The LORD said to Moses, ‘I have seen this people, and behold, they are a stiff-necked people.’ Exodus 32:9 (The Israel Bible™)
Over a hundred days of fire in Southern Israeli areas surrounding the Gaza strip, and almost no one cares. Twenty fires break out each day, consuming thousands of square meters of agricultural areas, fields and crops, while most of the Israeli public remains unconcerned. Why do we remain complacent?
And as the southern land is aching, the northern land is shaking. More than a dozen earthquakes at various intensities took place around Tiberias over the last week or so, and the public remains indifferent. What kind of wake-up call do we need? What level on the Richter scale will shake our hearts? How far do the fire kites need to fly so as to awaken us from our coma?

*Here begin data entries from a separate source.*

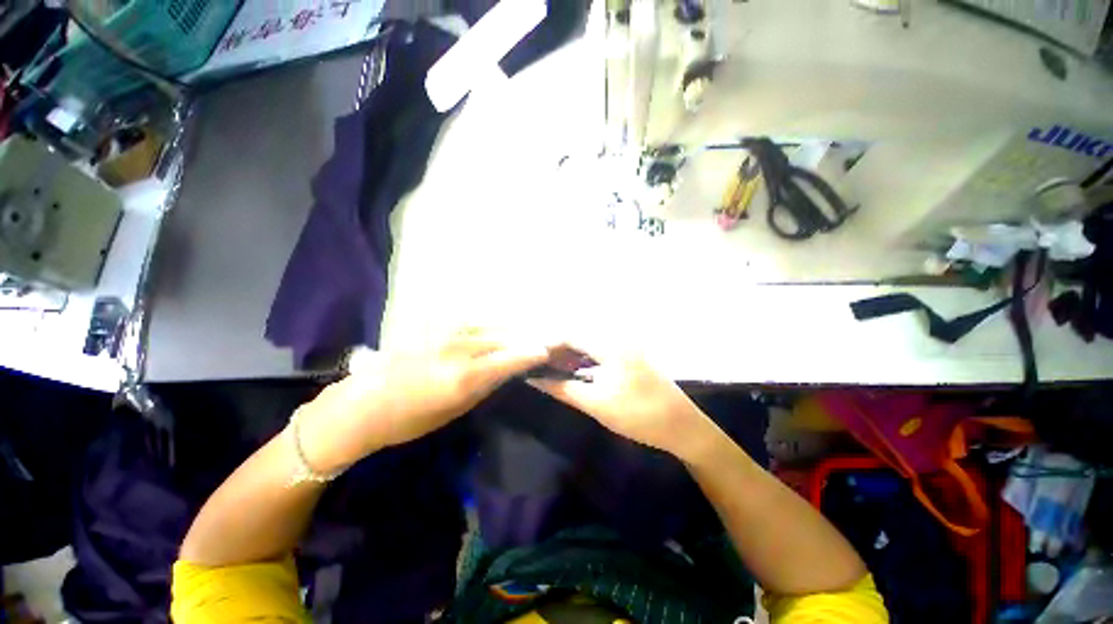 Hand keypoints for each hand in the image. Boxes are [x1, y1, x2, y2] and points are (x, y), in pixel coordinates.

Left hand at [298, 328, 550, 471]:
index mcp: (465, 376)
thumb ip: (484, 386)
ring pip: (488, 326)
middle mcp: (459, 349)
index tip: (547, 350)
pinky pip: (470, 322)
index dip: (531, 353)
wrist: (362, 405)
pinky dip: (487, 325)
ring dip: (508, 329)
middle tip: (542, 339)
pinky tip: (493, 326)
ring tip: (523, 331)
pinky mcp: (433, 327)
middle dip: (525, 338)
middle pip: (502, 338)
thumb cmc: (409, 420)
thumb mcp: (454, 410)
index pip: (510, 358)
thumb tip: (506, 370)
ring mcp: (444, 333)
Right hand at [527, 347, 715, 460]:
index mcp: (610, 345)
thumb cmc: (638, 415)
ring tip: (553, 370)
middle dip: (558, 349)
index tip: (531, 359)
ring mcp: (627, 347)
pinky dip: (585, 359)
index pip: (570, 334)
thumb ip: (562, 388)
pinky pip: (601, 351)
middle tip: (540, 366)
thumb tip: (535, 379)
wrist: (683, 427)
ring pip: (590, 344)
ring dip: (571, 354)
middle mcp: (618, 339)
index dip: (548, 344)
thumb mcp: (595, 403)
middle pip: (580, 336)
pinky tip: (576, 372)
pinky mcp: (631, 357) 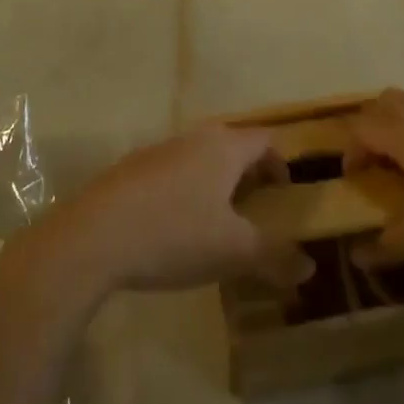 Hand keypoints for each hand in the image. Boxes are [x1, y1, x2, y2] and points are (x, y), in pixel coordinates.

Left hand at [37, 125, 309, 294]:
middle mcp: (193, 138)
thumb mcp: (234, 252)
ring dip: (215, 182)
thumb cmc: (175, 234)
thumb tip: (308, 266)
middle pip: (231, 144)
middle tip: (256, 209)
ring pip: (199, 157)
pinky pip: (172, 172)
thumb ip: (274, 257)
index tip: (285, 194)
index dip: (281, 162)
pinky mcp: (131, 169)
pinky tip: (175, 228)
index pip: (265, 139)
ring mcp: (158, 151)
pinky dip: (185, 191)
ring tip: (218, 222)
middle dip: (248, 173)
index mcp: (224, 147)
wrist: (95, 236) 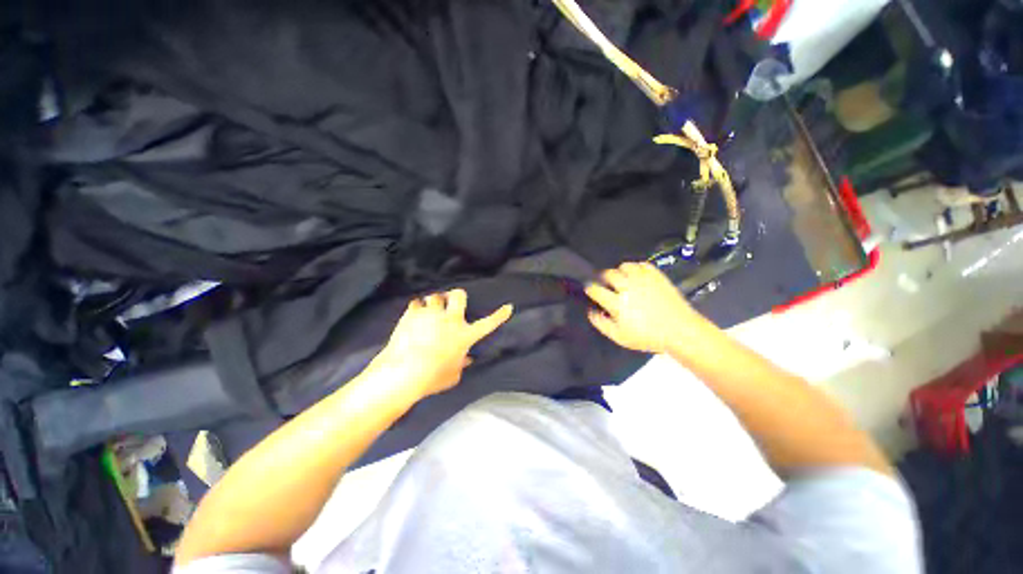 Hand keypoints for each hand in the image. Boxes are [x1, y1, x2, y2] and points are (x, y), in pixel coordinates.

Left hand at [369, 289, 512, 399]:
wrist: (404, 373)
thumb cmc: (432, 378)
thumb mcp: (452, 375)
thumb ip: (461, 364)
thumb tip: (466, 359)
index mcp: (464, 335)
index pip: (488, 323)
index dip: (500, 315)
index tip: (508, 307)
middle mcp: (450, 320)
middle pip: (458, 295)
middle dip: (456, 295)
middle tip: (451, 301)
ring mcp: (431, 315)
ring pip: (435, 296)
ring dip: (434, 303)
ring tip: (429, 310)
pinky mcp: (412, 315)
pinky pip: (416, 304)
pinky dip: (416, 308)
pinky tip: (414, 315)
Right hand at [585, 261, 702, 353]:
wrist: (680, 330)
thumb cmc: (647, 336)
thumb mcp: (619, 337)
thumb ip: (601, 323)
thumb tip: (590, 310)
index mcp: (618, 303)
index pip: (596, 289)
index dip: (589, 288)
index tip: (589, 289)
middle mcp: (628, 287)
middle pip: (608, 273)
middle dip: (603, 278)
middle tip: (605, 284)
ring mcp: (644, 279)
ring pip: (624, 266)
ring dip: (619, 271)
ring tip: (621, 279)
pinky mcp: (657, 275)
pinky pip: (641, 264)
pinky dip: (635, 268)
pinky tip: (636, 277)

Symbolically, the Hebrew calendar shows we are right “between the straits” – the three weeks of trouble and distress that struck the people of Israel leading up to the ruin of the Temple. And just as people in the kingdom of Judea were indifferent to their collective fate, the Israeli people of 2018 are mostly concerned with their narrow interests.
Yet things seem to be different in 2018. Israel holds the reputation of being one of the world’s strongest countries – both militarily, diplomatically, and economically. But our temporary success hinges on a worrisome reality: the hostile countries around us have yet to unite and join hands in an effort to destroy us.

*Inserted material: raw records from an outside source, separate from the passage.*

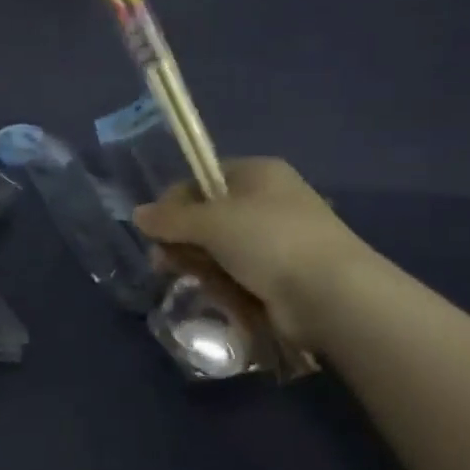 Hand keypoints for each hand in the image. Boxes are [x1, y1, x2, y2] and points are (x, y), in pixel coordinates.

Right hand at [132, 159, 367, 340]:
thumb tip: (137, 214)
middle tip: (163, 261)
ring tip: (191, 281)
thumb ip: (170, 218)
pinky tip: (219, 296)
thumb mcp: (212, 222)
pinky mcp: (279, 276)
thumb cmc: (269, 240)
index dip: (175, 202)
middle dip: (182, 240)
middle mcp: (267, 202)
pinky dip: (224, 284)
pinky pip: (237, 275)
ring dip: (200, 265)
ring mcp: (275, 241)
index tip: (155, 227)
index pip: (203, 179)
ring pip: (219, 250)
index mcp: (258, 174)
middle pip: (208, 217)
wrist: (331, 294) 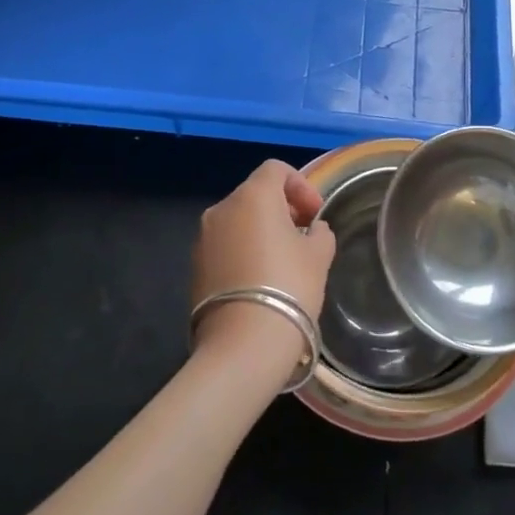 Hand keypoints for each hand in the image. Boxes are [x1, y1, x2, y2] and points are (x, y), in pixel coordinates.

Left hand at [192, 160, 336, 380]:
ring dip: (261, 230)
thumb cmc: (289, 287)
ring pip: (238, 220)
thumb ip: (319, 232)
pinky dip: (244, 250)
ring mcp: (203, 238)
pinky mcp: (195, 267)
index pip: (276, 169)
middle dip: (282, 208)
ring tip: (284, 260)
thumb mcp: (319, 255)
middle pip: (255, 194)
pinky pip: (225, 245)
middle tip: (304, 235)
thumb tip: (313, 230)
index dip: (300, 185)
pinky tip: (261, 279)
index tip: (315, 214)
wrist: (243, 344)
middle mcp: (222, 209)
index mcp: (253, 196) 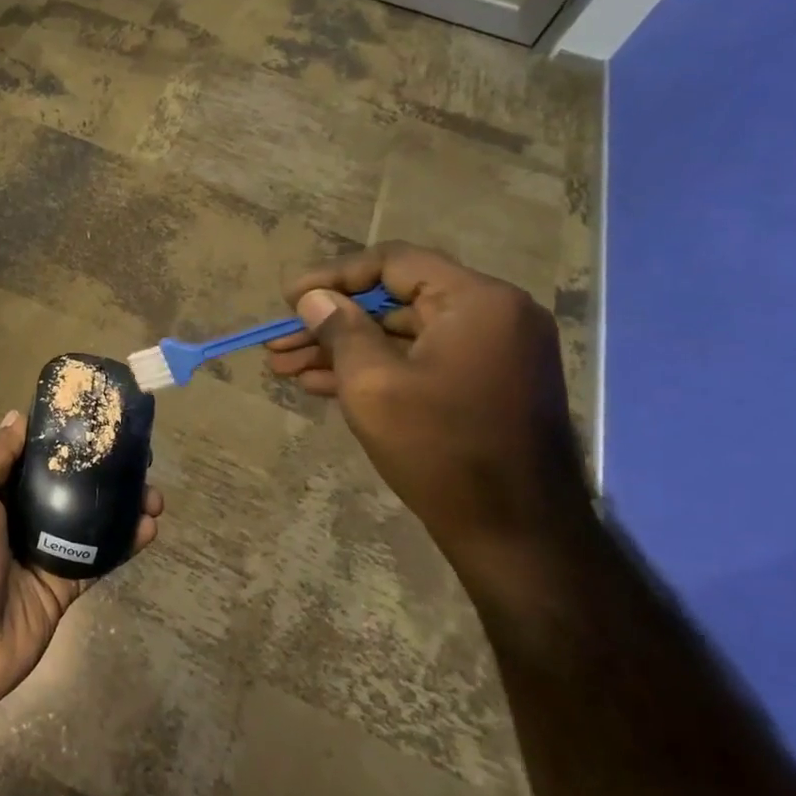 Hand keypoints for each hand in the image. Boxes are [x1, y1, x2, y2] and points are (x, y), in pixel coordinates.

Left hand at [0, 410, 161, 730]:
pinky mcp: (62, 586)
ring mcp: (40, 552)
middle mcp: (12, 516)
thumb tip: (17, 418)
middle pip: (63, 484)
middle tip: (137, 455)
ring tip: (153, 491)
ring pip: (87, 520)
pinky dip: (124, 543)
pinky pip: (98, 558)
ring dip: (120, 504)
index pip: (27, 454)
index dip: (59, 437)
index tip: (95, 418)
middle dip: (98, 469)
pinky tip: (150, 526)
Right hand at [265, 243, 588, 560]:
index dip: (333, 277)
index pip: (393, 262)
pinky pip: (419, 361)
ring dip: (343, 350)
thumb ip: (339, 329)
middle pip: (394, 301)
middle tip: (279, 342)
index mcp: (476, 301)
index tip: (288, 299)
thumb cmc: (440, 448)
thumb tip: (313, 298)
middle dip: (329, 322)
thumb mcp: (372, 383)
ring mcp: (491, 353)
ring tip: (284, 368)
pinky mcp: (483, 385)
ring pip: (400, 336)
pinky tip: (320, 384)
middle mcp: (492, 316)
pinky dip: (374, 369)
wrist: (516, 533) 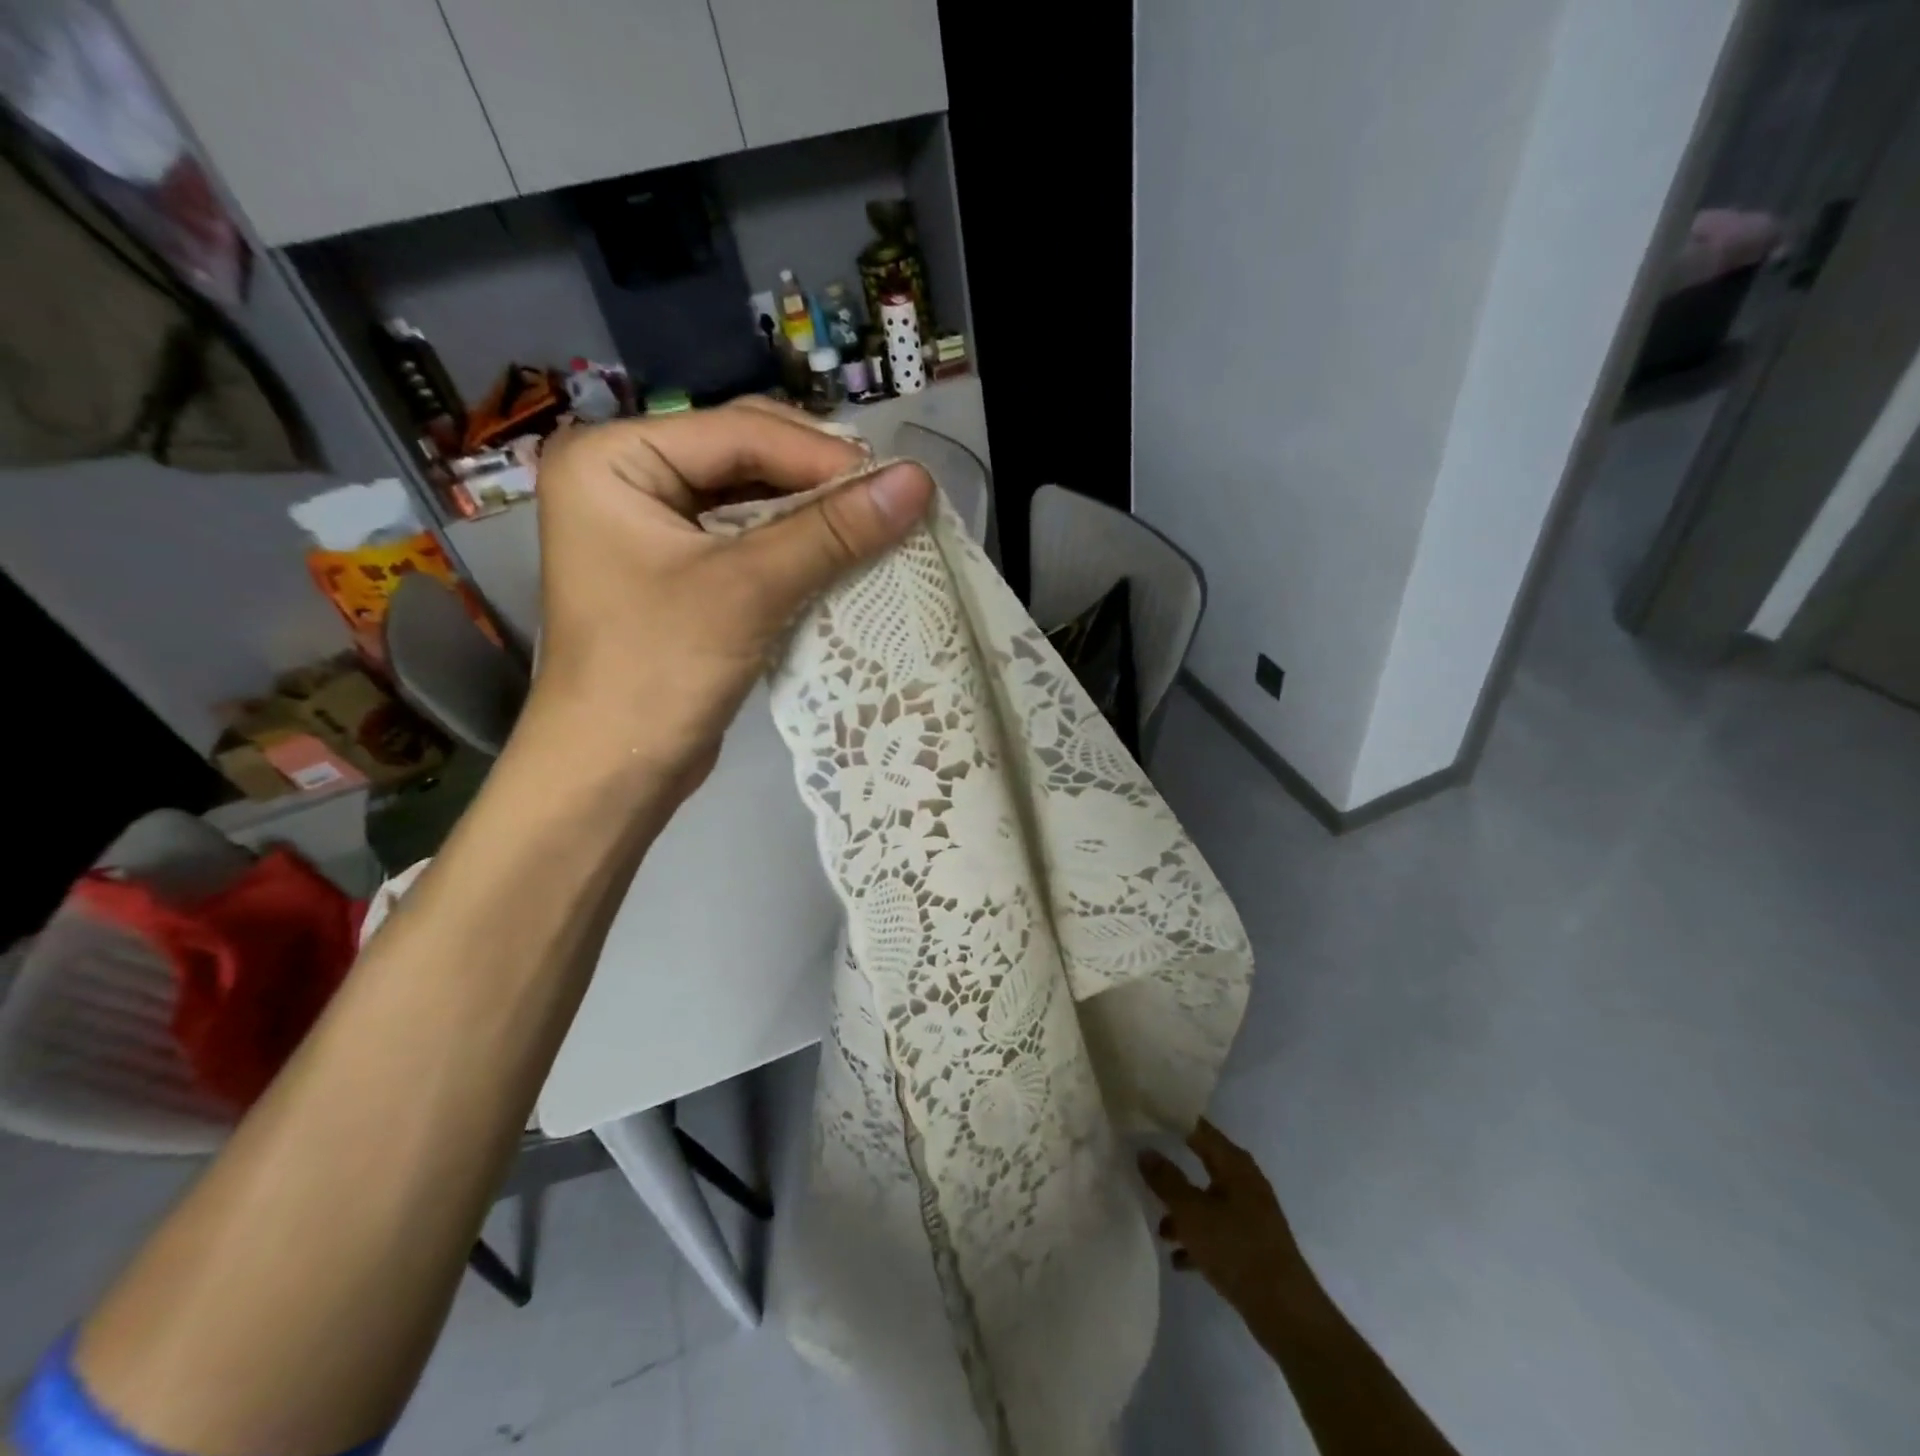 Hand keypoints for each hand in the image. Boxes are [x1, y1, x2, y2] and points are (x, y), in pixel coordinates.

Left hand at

Sure, we are a nation that doesn’t like listening to worrying reflections about ourselves. But we are also “a stiff-necked people.” We latch onto what we have got, oblivious to lessons we have already learnt from the tougher times of our history. We are indifferent to our indifference.

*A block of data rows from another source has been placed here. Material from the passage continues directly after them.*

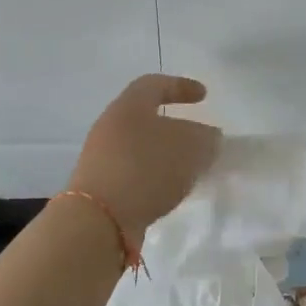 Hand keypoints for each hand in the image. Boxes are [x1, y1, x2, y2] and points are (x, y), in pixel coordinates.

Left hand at [67, 75, 220, 241]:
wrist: (98, 221)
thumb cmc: (147, 169)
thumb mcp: (192, 147)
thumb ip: (206, 138)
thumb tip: (207, 137)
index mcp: (129, 106)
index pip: (155, 84)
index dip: (181, 86)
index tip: (204, 95)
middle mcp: (110, 126)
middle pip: (145, 117)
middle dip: (174, 126)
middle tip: (197, 138)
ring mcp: (100, 158)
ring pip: (139, 147)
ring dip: (165, 154)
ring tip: (188, 169)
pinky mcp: (99, 187)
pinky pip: (133, 172)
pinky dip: (153, 176)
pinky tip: (168, 191) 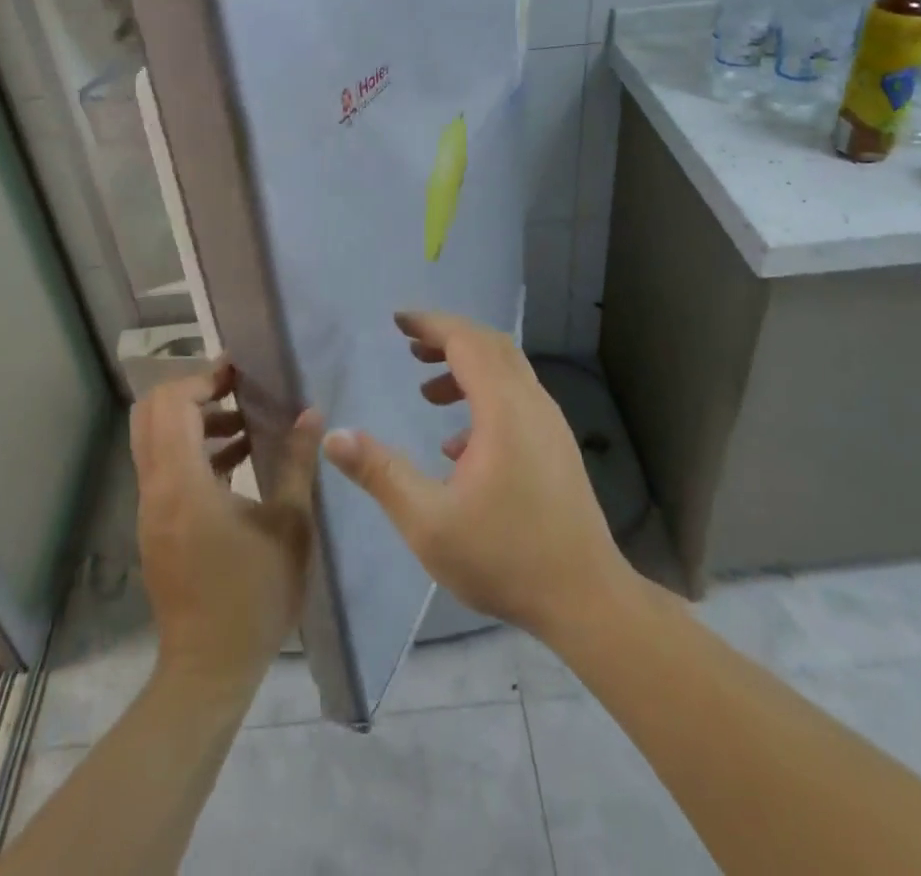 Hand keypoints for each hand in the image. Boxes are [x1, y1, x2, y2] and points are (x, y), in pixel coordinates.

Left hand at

The boys trapped in a cave in Thailand worry us far more than putting out the fires a few meters away from us, and this indicates that something in the Israeli nationhood is completely out of whack. We can’t see the main reason for concern, right under our noses.
“The poor of your city come first,” says the Torah. Our main concern should be those close to us, from north to south. And our elected officials should start fixing the country, instead of putting all their efforts in trying to “fix” each other.
Rather than waiting for the next trouble to come down from the skies or from under the ground, we must begin to recognize our collective fate by seeing all these blows as clarions. Every blow tells us to further tighten our bonds, raise our concern for each other, and begin to live by the crux of our nationhood, being “as one man in one heart.”
According to the wisdom of Kabbalah, rebuilding the Temple is not about laying bricks and erecting walls. It’s about building a solid connection between our hearts. That is what we need to build both for ourselves and the world. We have to demonstrate a new level of mutual care and human bonding that will ultimately spread “light unto the nations,” but it has to start right here, between us.